The Biden administration achieved two major legislative victories in the past six months. The first of these victories, the Ocean Shipping Reform Act, was signed into law on June16, 2022. The second, the much-publicized Inflation Reduction Act, was signed by President Biden on Aug. 16. Together, these laws represent the most significant regulatory strides taken by the federal government in over two decades. 

However, with such bold action taken by the federal government, many shippers wonder what these new laws have in store for their operations. To help inform apprehensive shippers, we have outlined these two pieces of legislation — the Ocean Shipping Reform Act and the Inflation Reduction Act — and broken down what they do, who they affect, and what they mean for shippers and their customers. 
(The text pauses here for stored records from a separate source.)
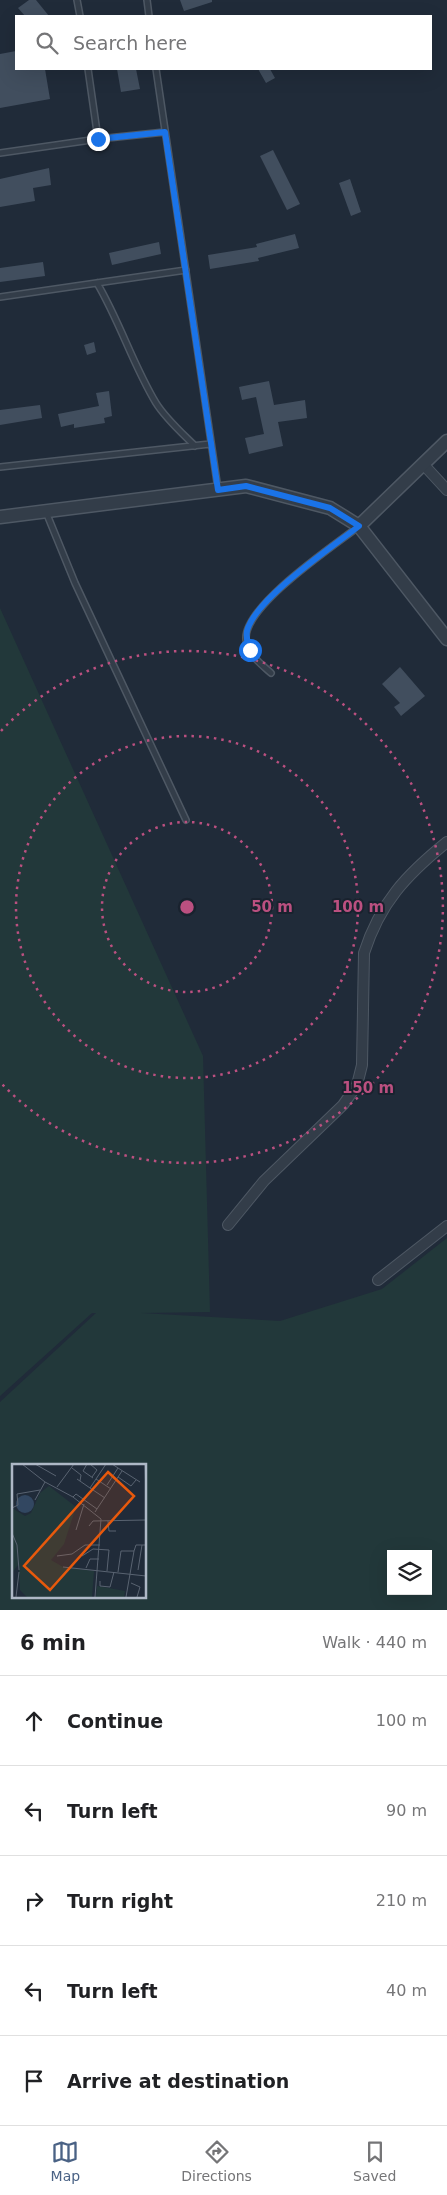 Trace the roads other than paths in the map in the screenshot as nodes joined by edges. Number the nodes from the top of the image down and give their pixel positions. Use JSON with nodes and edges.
{"nodes":[{"id":1,"x":77,"y":0,"type":"edge"},
{"id":2,"x":146,"y":0,"type":"edge"},
{"id":3,"x":80,"y":15,"type":"edge"},
{"id":4,"x":149,"y":15,"type":"edge"},
{"id":5,"x":88,"y":70,"type":"edge"},
{"id":6,"x":156,"y":70,"type":"edge"},
{"id":7,"x":165,"y":132,"type":"junction"},
{"id":8,"x":98,"y":139,"type":"junction"},
{"id":9,"x":0,"y":153,"type":"edge"},
{"id":10,"x":186,"y":270,"type":"junction"},
{"id":11,"x":97,"y":283,"type":"junction"},
{"id":12,"x":0,"y":297,"type":"edge"},
{"id":13,"x":447,"y":441,"type":"edge"},
{"id":14,"x":210,"y":444,"type":"junction"},
{"id":15,"x":195,"y":446,"type":"junction"},
{"id":16,"x":423,"y":464,"type":"junction"},
{"id":17,"x":0,"y":467,"type":"edge"},
{"id":18,"x":218,"y":490,"type":"junction"},
{"id":19,"x":447,"y":490,"type":"edge"},
{"id":20,"x":46,"y":512,"type":"junction"},
{"id":21,"x":0,"y":517,"type":"edge"},
{"id":22,"x":359,"y":526,"type":"junction"},
{"id":23,"x":447,"y":639,"type":"edge"},
{"id":24,"x":271,"y":673,"type":"dead end"},
{"id":25,"x":186,"y":820,"type":"dead end"},
{"id":26,"x":447,"y":842,"type":"edge"},
{"id":27,"x":228,"y":1225,"type":"dead end"},
{"id":28,"x":447,"y":1226,"type":"edge"},
{"id":29,"x":378,"y":1280,"type":"dead end"}],
"edges":[{"from":1,"to":3,"type":"lane"},
{"from":2,"to":4,"type":"lane"},
{"from":5,"to":8,"type":"lane"},
{"from":6,"to":7,"type":"lane"},
{"from":7,"to":8,"type":"lane"},
{"from":7,"to":10,"type":"lane"},
{"from":8,"to":9,"type":"lane"},
{"from":10,"to":11,"type":"lane"},
{"from":10,"to":14,"type":"lane"},
{"from":11,"to":12,"type":"lane"},
{"from":11,"to":15,"type":"lane"},
{"from":13,"to":16,"type":"street"},
{"from":14,"to":15,"type":"lane"},
{"from":14,"to":18,"type":"lane"},
{"from":15,"to":17,"type":"lane"},
{"from":16,"to":19,"type":"street"},
{"from":16,"to":22,"type":"street"},
{"from":18,"to":20,"type":"street"},
{"from":18,"to":22,"type":"street"},
{"from":20,"to":21,"type":"street"},
{"from":20,"to":25,"type":"lane"},
{"from":22,"to":23,"type":"street"},
{"from":22,"to":24,"type":"lane"},
{"from":26,"to":27,"type":"street"},
{"from":28,"to":29,"type":"street"}]} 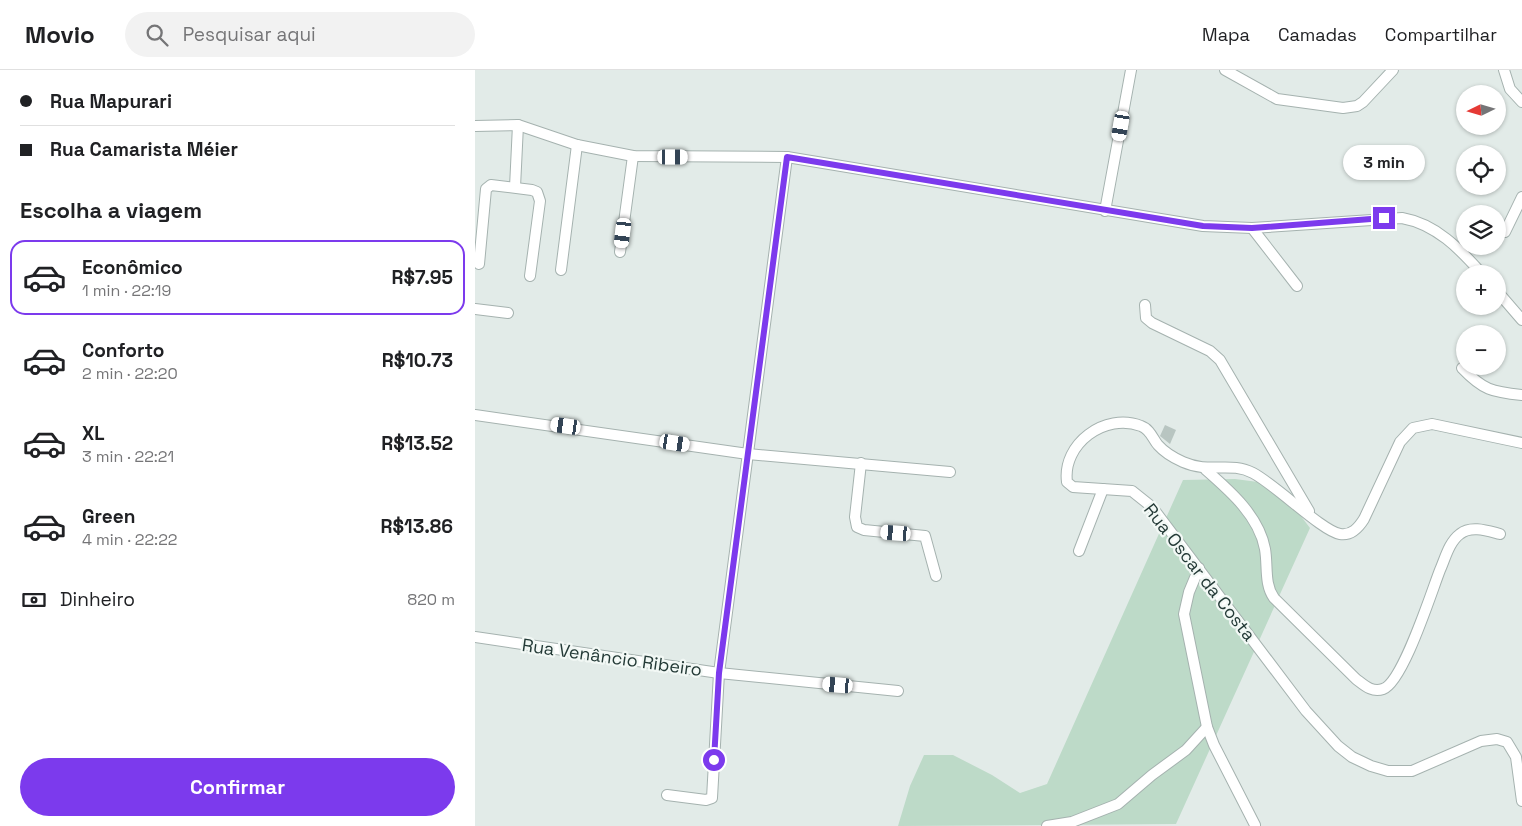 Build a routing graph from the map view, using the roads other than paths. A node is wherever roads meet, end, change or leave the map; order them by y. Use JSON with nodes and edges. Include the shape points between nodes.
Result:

The Ocean Shipping Reform Act

After passing the U.S. House of Representatives in December 2021 with a strong showing of bipartisan support, the Ocean Shipping Reform Act (OSRA) was introduced to the Senate by Amy Klobuchar (D-MN) and John Thune (R-SD). Once the Senate passed the bill, the Ocean Shipping Reform Act went to President Biden, who signed the bill into law in August 2022. The bill, which championed a near-overhaul of the current state of ocean shipping at the nation’s ports, aimed to revamp the outdated supply chains that had adversely affected constituents from coast to coast. In a rare showing of bipartisan solidarity, both houses of congress elected to implement massive reforms within a strained ocean shipping industry.

Why the OSRA?

Ultimately, the goal of the OSRA is to empower a previously lackluster regulatory agency, the Federal Maritime Commission (FMC). Founded in 1961 to replace the Federal Maritime Board, the FMC regulates ocean commerce. However, the deregulatory push of the 1980s and 90s helped defang the commission’s pursuit of tight industry oversight.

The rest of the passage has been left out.